Saved entries:
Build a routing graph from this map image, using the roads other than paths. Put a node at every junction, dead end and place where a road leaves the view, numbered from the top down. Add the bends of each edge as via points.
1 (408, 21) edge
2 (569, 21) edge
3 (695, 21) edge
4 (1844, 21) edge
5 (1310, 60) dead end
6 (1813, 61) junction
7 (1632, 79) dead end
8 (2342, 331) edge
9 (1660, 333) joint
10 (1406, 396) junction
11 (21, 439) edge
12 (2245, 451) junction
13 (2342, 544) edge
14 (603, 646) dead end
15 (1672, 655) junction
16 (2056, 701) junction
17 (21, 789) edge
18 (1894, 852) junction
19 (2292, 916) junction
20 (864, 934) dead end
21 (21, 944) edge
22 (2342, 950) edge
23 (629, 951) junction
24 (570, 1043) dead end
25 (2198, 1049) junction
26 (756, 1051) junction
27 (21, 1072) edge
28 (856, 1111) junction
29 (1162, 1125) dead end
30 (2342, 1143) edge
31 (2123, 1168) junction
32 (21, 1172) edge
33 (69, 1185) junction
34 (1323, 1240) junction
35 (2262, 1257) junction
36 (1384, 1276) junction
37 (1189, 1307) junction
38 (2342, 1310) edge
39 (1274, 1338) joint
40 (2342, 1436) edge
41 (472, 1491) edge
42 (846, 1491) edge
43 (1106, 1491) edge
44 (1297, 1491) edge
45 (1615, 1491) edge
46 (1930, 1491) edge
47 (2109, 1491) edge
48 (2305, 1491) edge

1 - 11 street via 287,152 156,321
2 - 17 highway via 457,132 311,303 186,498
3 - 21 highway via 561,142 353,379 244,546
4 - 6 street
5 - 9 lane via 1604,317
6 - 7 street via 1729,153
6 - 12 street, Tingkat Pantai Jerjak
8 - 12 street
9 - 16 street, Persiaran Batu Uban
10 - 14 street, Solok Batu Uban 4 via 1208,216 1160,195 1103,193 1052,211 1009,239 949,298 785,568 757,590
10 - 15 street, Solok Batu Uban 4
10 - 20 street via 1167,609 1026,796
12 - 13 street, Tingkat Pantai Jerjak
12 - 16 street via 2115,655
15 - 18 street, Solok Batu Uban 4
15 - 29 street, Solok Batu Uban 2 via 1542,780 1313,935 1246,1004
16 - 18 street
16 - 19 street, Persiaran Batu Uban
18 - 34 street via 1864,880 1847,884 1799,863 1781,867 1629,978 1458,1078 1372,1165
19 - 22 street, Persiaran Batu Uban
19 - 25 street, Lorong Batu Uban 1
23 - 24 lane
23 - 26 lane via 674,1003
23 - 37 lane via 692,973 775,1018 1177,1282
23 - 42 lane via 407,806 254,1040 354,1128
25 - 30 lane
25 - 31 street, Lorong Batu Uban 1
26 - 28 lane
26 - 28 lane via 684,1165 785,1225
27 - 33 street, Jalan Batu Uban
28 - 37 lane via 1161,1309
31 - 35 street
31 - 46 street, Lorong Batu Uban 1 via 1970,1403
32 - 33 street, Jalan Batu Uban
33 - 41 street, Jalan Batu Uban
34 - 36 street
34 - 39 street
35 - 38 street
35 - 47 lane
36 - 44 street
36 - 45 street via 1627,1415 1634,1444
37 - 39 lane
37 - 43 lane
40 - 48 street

Task directions:
A single number is required: the count of lines in the data above that include the word "Jerjak".

Answer space:
2